Collected data entries:
Start of Block

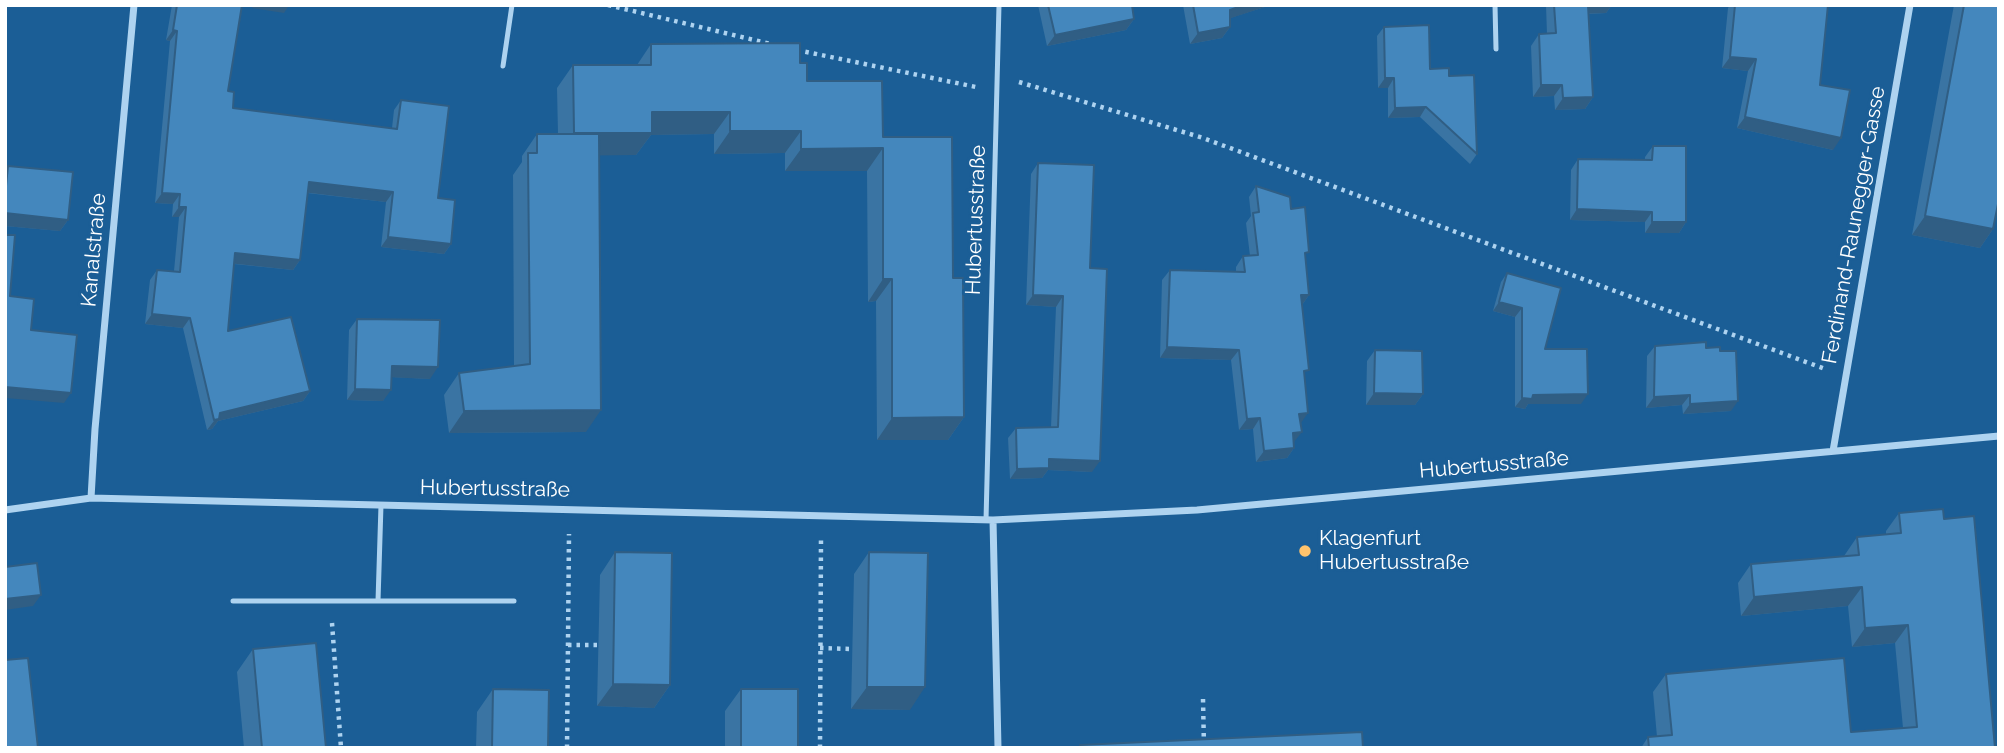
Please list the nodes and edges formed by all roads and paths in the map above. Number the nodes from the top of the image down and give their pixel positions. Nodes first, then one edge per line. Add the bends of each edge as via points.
1 (134, 5) edge
2 (512, 5) edge
3 (608, 5) edge
4 (999, 5) edge
5 (1495, 5) edge
6 (1910, 5) edge
7 (782, 47) edge
8 (1496, 49) dead end
9 (796, 50) edge
10 (503, 66) dead end
11 (998, 76) junction
12 (998, 92) junction
13 (1846, 376) junction
14 (1999, 436) edge
15 (1833, 452) junction
16 (91, 498) junction
17 (381, 505) junction
18 (569, 508) junction
19 (5, 510) edge
20 (821, 515) junction
21 (989, 520) junction
22 (233, 601) dead end
23 (331, 601) junction
24 (378, 601) junction
25 (514, 601) dead end
26 (568, 645) junction
27 (598, 645) dead end
28 (821, 648) junction
29 (852, 649) dead end
30 (1203, 699) dead end
31 (341, 748) edge
32 (567, 748) edge
33 (820, 748) edge
34 (999, 748) edge
35 (1204, 748) edge

1 - 16 street, Kanalstraße
2 - 10 lane
3 - 7 path
4 - 11 lane, Hubertusstraße
5 - 8 lane
6 - 13 street, Ferdinand-Raunegger-Gasse
9 - 12 path
11 - 12 lane, Hubertusstraße
11 - 13 path via 1203,138
12 - 21 lane, Hubertusstraße
13 - 15 street, Ferdinand-Raunegger-Gasse
14 - 15 street, Hubertusstraße
15 - 21 street, Hubertusstraße via 1197,510
16 - 17 street, Hubertusstraße
16 - 19 street, Hubertusstraße
17 - 18 street, Hubertusstraße
17 - 24 lane
18 - 20 street, Hubertusstraße
18 - 26 path
20 - 21 street, Hubertusstraße
20 - 28 path
21 - 34 street, Hubertusstraße
22 - 23 lane
23 - 24 lane
23 - 31 path
24 - 25 lane
26 - 27 path
26 - 32 path
28 - 29 path
28 - 33 path
30 - 35 path

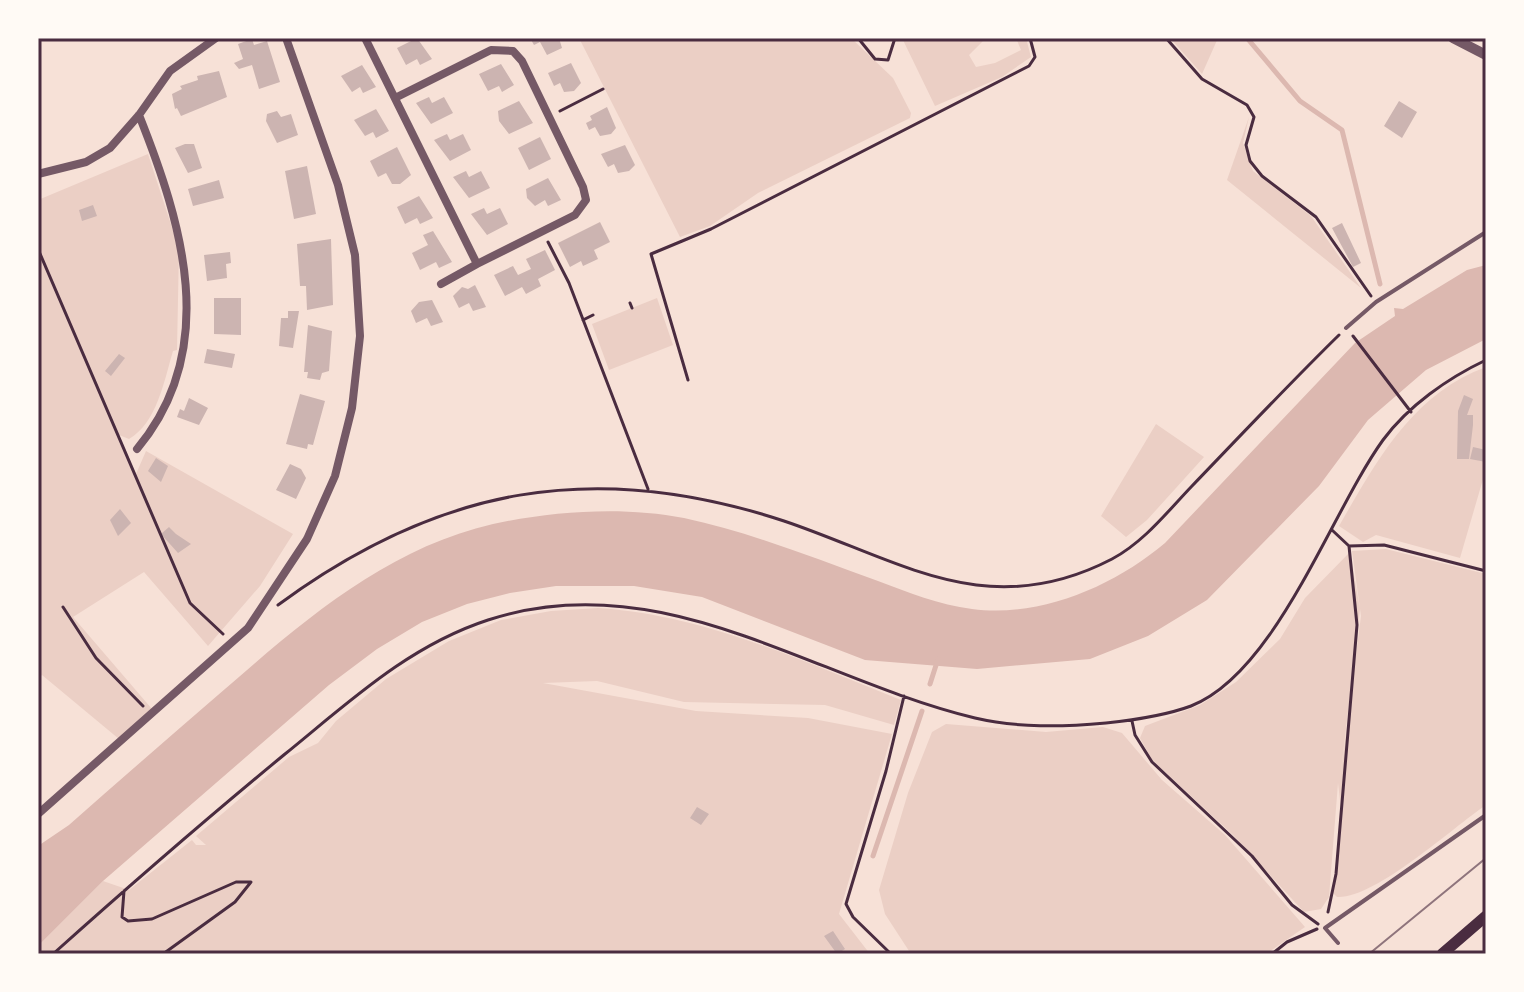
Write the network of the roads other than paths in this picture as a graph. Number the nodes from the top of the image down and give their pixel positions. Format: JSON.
{"nodes":[{"id":1,"x":216,"y":38,"type":"edge"},
{"id":2,"x":286,"y":38,"type":"edge"},
{"id":3,"x":365,"y":38,"type":"edge"},
{"id":4,"x":1453,"y":38,"type":"edge"},
{"id":5,"x":1486,"y":55,"type":"edge"},
{"id":6,"x":395,"y":98,"type":"junction"},
{"id":7,"x":139,"y":115,"type":"junction"},
{"id":8,"x":38,"y":174,"type":"edge"},
{"id":9,"x":1486,"y":232,"type":"edge"},
{"id":10,"x":477,"y":264,"type":"junction"},
{"id":11,"x":441,"y":284,"type":"dead end"},
{"id":12,"x":1348,"y":329,"type":"road end"},
{"id":13,"x":137,"y":449,"type":"dead end"},
{"id":14,"x":38,"y":814,"type":"edge"},
{"id":15,"x":1486,"y":815,"type":"edge"},
{"id":16,"x":1486,"y":916,"type":"edge"},
{"id":17,"x":1338,"y":943,"type":"dead end"},
{"id":18,"x":1442,"y":954,"type":"edge"}],
"edges":[{"from":1,"to":7,"type":"street"},
{"from":2,"to":14,"type":"street"},
{"from":3,"to":6,"type":"street"},
{"from":4,"to":5,"type":"street"},
{"from":6,"to":10,"type":"street"},
{"from":6,"to":10,"type":"street"},
{"from":7,"to":8,"type":"street"},
{"from":7,"to":13,"type":"street"},
{"from":9,"to":12,"type":"lane"},
{"from":10,"to":11,"type":"street"},
{"from":15,"to":17,"type":"lane"},
{"from":16,"to":18,"type":"main road"}]}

End of Block

◆ **EXERCISE DIRECTIONS**
The reply must consist of the records, repeated exactly, minus any images.

◆ **EXERCISE RESPONSE**
Please list the nodes and edges formed by all roads and paths in the map above. Number the nodes from the top of the image down and give their pixel positions. Nodes first, then one edge per line. Add the bends of each edge as via points.
1 (134, 5) edge
2 (512, 5) edge
3 (608, 5) edge
4 (999, 5) edge
5 (1495, 5) edge
6 (1910, 5) edge
7 (782, 47) edge
8 (1496, 49) dead end
9 (796, 50) edge
10 (503, 66) dead end
11 (998, 76) junction
12 (998, 92) junction
13 (1846, 376) junction
14 (1999, 436) edge
15 (1833, 452) junction
16 (91, 498) junction
17 (381, 505) junction
18 (569, 508) junction
19 (5, 510) edge
20 (821, 515) junction
21 (989, 520) junction
22 (233, 601) dead end
23 (331, 601) junction
24 (378, 601) junction
25 (514, 601) dead end
26 (568, 645) junction
27 (598, 645) dead end
28 (821, 648) junction
29 (852, 649) dead end
30 (1203, 699) dead end
31 (341, 748) edge
32 (567, 748) edge
33 (820, 748) edge
34 (999, 748) edge
35 (1204, 748) edge

1 - 16 street, Kanalstraße
2 - 10 lane
3 - 7 path
4 - 11 lane, Hubertusstraße
5 - 8 lane
6 - 13 street, Ferdinand-Raunegger-Gasse
9 - 12 path
11 - 12 lane, Hubertusstraße
11 - 13 path via 1203,138
12 - 21 lane, Hubertusstraße
13 - 15 street, Ferdinand-Raunegger-Gasse
14 - 15 street, Hubertusstraße
15 - 21 street, Hubertusstraße via 1197,510
16 - 17 street, Hubertusstraße
16 - 19 street, Hubertusstraße
17 - 18 street, Hubertusstraße
17 - 24 lane
18 - 20 street, Hubertusstraße
18 - 26 path
20 - 21 street, Hubertusstraße
20 - 28 path
21 - 34 street, Hubertusstraße
22 - 23 lane
23 - 24 lane
23 - 31 path
24 - 25 lane
26 - 27 path
26 - 32 path
28 - 29 path
28 - 33 path
30 - 35 path

Write the network of the roads other than paths in this picture as a graph. Number the nodes from the top of the image down and give their pixel positions. Format: JSON.
{"nodes":[{"id":1,"x":216,"y":38,"type":"edge"},
{"id":2,"x":286,"y":38,"type":"edge"},
{"id":3,"x":365,"y":38,"type":"edge"},
{"id":4,"x":1453,"y":38,"type":"edge"},
{"id":5,"x":1486,"y":55,"type":"edge"},
{"id":6,"x":395,"y":98,"type":"junction"},
{"id":7,"x":139,"y":115,"type":"junction"},
{"id":8,"x":38,"y":174,"type":"edge"},
{"id":9,"x":1486,"y":232,"type":"edge"},
{"id":10,"x":477,"y":264,"type":"junction"},
{"id":11,"x":441,"y":284,"type":"dead end"},
{"id":12,"x":1348,"y":329,"type":"road end"},
{"id":13,"x":137,"y":449,"type":"dead end"},
{"id":14,"x":38,"y":814,"type":"edge"},
{"id":15,"x":1486,"y":815,"type":"edge"},
{"id":16,"x":1486,"y":916,"type":"edge"},
{"id":17,"x":1338,"y":943,"type":"dead end"},
{"id":18,"x":1442,"y":954,"type":"edge"}],
"edges":[{"from":1,"to":7,"type":"street"},
{"from":2,"to":14,"type":"street"},
{"from":3,"to":6,"type":"street"},
{"from":4,"to":5,"type":"street"},
{"from":6,"to":10,"type":"street"},
{"from":6,"to":10,"type":"street"},
{"from":7,"to":8,"type":"street"},
{"from":7,"to":13,"type":"street"},
{"from":9,"to":12,"type":"lane"},
{"from":10,"to":11,"type":"street"},
{"from":15,"to":17,"type":"lane"},
{"from":16,"to":18,"type":"main road"}]}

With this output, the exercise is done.